In reply, Hanania was quick to seize on Peters’ seeming dependence on several outmoded concepts dating back to the 1960s. He insisted that the wealth of information about asthma and COPD since that time has revealed distinct pathophysiologies and responses to treatment, not to mention genetic susceptibilities and environmental factors. However, he did concede that there was some overlap in the characteristics of the two disorders.

Hanania proceeded to hammer out all the pertinent developments in our knowledge of asthma and COPD, referring to a schematic in an article on the multifaceted mechanisms in COPD published in the European Respiratory Journal in 2008, and a paper on bronchodilator response in patients with COPD also published in the European Respiratory Journal.

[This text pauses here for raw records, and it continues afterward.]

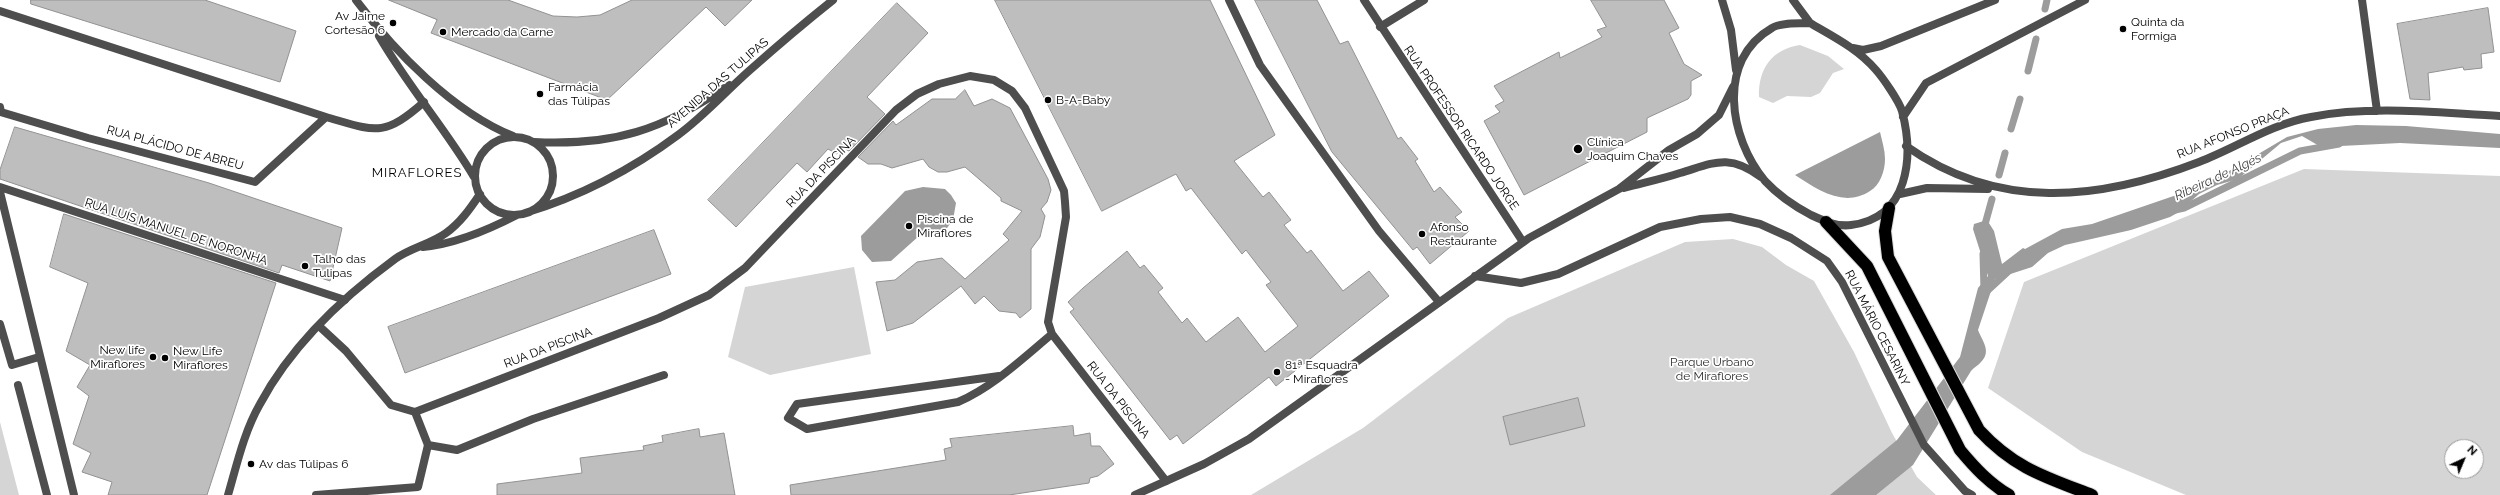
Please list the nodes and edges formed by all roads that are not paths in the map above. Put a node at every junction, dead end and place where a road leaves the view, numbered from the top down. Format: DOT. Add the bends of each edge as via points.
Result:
graph roads {
  1 [pos="356,0"];
  2 [pos="833,0"];
  3 [pos="1229,0"];
  4 [pos="1364,0"];
  5 [pos="1424,0"];
  6 [pos="1722,0"];
  7 [pos="1793,0"];
  8 [pos="1995,0"];
  9 [pos="2085,0"];
  10 [pos="2362,0"];
  11 [pos="0,11"];
  12 [pos="369,18"];
  13 [pos="1810,23"];
  14 [pos="1380,27"];
  15 [pos="1853,48"];
  16 [pos="749,70"];
  17 [pos="1736,70"];
  18 [pos="1733,87"];
  19 [pos="424,102"];
  20 [pos="0,107"];
  21 [pos="2377,110"];
  22 [pos="2500,116"];
  23 [pos="326,117"];
  24 [pos="1903,118"];
  25 [pos="514,136"];
  26 [pos="534,142"];
  27 [pos="1906,146"];
  28 [pos="474,177"];
  29 [pos="1764,180"];
  30 [pos="0,187"];
  31 [pos="1619,189"];
  32 [pos="2001,189"];
  33 [pos="0,192"];
  34 [pos="480,194"];
  35 [pos="1900,194"];
  36 [pos="1889,208"];
  37 [pos="525,213"];
  38 [pos="517,215"];
  39 [pos="1826,222"];
  40 [pos="1523,242"];
  41 [pos="418,247"];
  42 [pos="1474,276"];
  43 [pos="345,300"];
  44 [pos="1439,302"];
  45 [pos="0,324"];
  46 [pos="319,326"];
  47 [pos="1052,334"];
  48 [pos="38,357"];
  49 [pos="664,375"];
  50 [pos="999,376"];
  51 [pos="18,385"];
  52 [pos="416,412"];
  53 [pos="428,445"];
  54 [pos="1166,481"];
  55 [pos="47,495"];
  56 [pos="74,495"];
  57 [pos="228,495"];
  58 [pos="316,495"];
  59 [pos="1135,495"];
  60 [pos="1972,495"];
  61 [pos="2009,495"];
  62 [pos="2092,495"];
  1 -- 12 [label="street"];
  2 -- 16 [label="street, AVENIDA DAS TULIPAS"];
  3 -- 44 [label="street" via="1260,66 1379,231"];
  4 -- 14 [label="street, RUA PROFESSOR RICARDO JORGE"];
  5 -- 14 [label="street"];
  6 -- 17 [label="street" via="1731,30"];
  7 -- 13 [label="street"];
  8 -- 15 [label="street" via="1881,46 1863,50"];
  9 -- 24 [label="street" via="1926,83"];
  10 -- 21 [label="street"];
  11 -- 23 [label="street"];
  12 -- 19 [label="street" via="393,60"];
  12 -- 25 [label="street" via="380,32 450,97 495,129"];
  13 -- 15 [label="street"];
  13 -- 17 [label="street" via="1773,27 1749,46"];
  14 -- 40 [label="street, RUA PROFESSOR RICARDO JORGE"];
  15 -- 24 [label="street" via="1876,70 1902,109"];
  16 -- 26 [label="street" via="699,105 644,131 613,139 586,142"];
  16 -- 37 [label="street, AVENIDA DAS TULIPAS" via="702,116 643,159 573,198"];
  17 -- 18 [label="street"];
  18 -- 29 [label="street" via="1737,126 1742,141"];
  18 -- 31 [label="street" via="1719,115 1707,127 1669,150"];
  19 -- 23 [label="street" via="401,122 385,129 361,127"];
  19 -- 28 [label="street"];
  20 -- 23 [label="street, RUA PLÁCIDO DE ABREU" via="1,112 80,136 255,182"];
  21 -- 22 [label="street, RUA AFONSO PRAÇA"];
  21 -- 32 [label="street, RUA AFONSO PRAÇA" via="2341,112 2288,122 2198,162 2134,183 2092,192 2062,194"];
  24 -- 27 [label="street"];
  25 -- 26 [label="street"];
  25 -- 28 [label="street" via="490,144 479,158"];
  26 -- 37 [label="street" via="544,150 550,161 552,187 537,208"];
  27 -- 32 [label="street, RUA AFONSO PRAÇA" via="1951,173"];
  27 -- 35 [label="street" via="1906,163"];
  28 -- 34 [label="street"];
  29 -- 31 [label="street" via="1751,170 1735,163 1718,162 1698,165 1681,173"];
  29 -- 39 [label="street" via="1778,194"];
  30 -- 43 [label="street, RUA LUÍS MANUEL DE NORONHA"];
  31 -- 40 [label="street"];
  32 -- 35 [label="street, RUA AFONSO PRAÇA" via="1927,188"];
  33 -- 48 [label="street"];
  34 -- 38 [label="street" via="495,210"];
  34 -- 41 [label="street" via="458,223 446,234"];
  35 -- 36 [label="street"];
  36 -- 39 [label="street" via="1876,219 1863,224 1845,226"];
  36 -- 62 [label="highway" via="1885,231 1888,258 1980,430 1998,450 2022,466"];
  37 -- 38 [label="street"];
  38 -- 41 [label="street" via="453,242"];
  39 -- 61 [label="highway" via="1867,266 1960,450 1994,486"];
  40 -- 42 [label="street"];
  41 -- 43 [label="street" via="398,257 361,284"];
  42 -- 44 [label="street"];
  42 -- 60 [label="street, RUA MÁRIO CESARINY" via="1521,283 1558,274 1660,228 1701,219 1730,217 1760,224 1792,238 1827,261 1842,282 1924,445 1965,491"];
  43 -- 46 [label="street"];
  44 -- 54 [label="street" via="1249,439"];
  45 -- 48 [label="street" via="12,364"];
  46 -- 52 [label="street" via="346,351 391,405"];
  46 -- 57 [label="street" via="290,360 260,404 248,430"];
  47 -- 50 [label="street"];
  47 -- 52 [label="street, RUA DA PISCINA" via="1048,322 1066,217 1064,191 1025,108 1012,91 994,80 970,76 939,84 917,94 896,110 745,268 708,295 659,318"];
  47 -- 54 [label="street, RUA DA PISCINA"];
  48 -- 56 [label="street"];
  49 -- 53 [label="street" via="540,417 457,450"];
  50 -- 50 [label="street" via="973,396 958,402 807,429 788,418 797,404"];
  51 -- 55 [label="street"];
  52 -- 53 [label="street"];
  53 -- 58 [label="street" via="418,486"];
  54 -- 59 [label="street"];
}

He mentioned various diagnostic procedures now in the armamentarium (including bronchodilator response, elastic recoil, diffusion capacity, lung volume, and exhaled nitric oxide) that allow clinicians to make diagnostic distinctions leading to more effective choices for therapy.

Furthermore, Hanania pointed out, the genotypes are not the same for asthma and COPD and the disease courses differ. COPD is invariably progressive while asthma tends to be episodic with acute exacerbations and remissions.

In conclusion, Hanania said the preponderance of evidence supports the position that asthma and COPD require different approaches to treatment.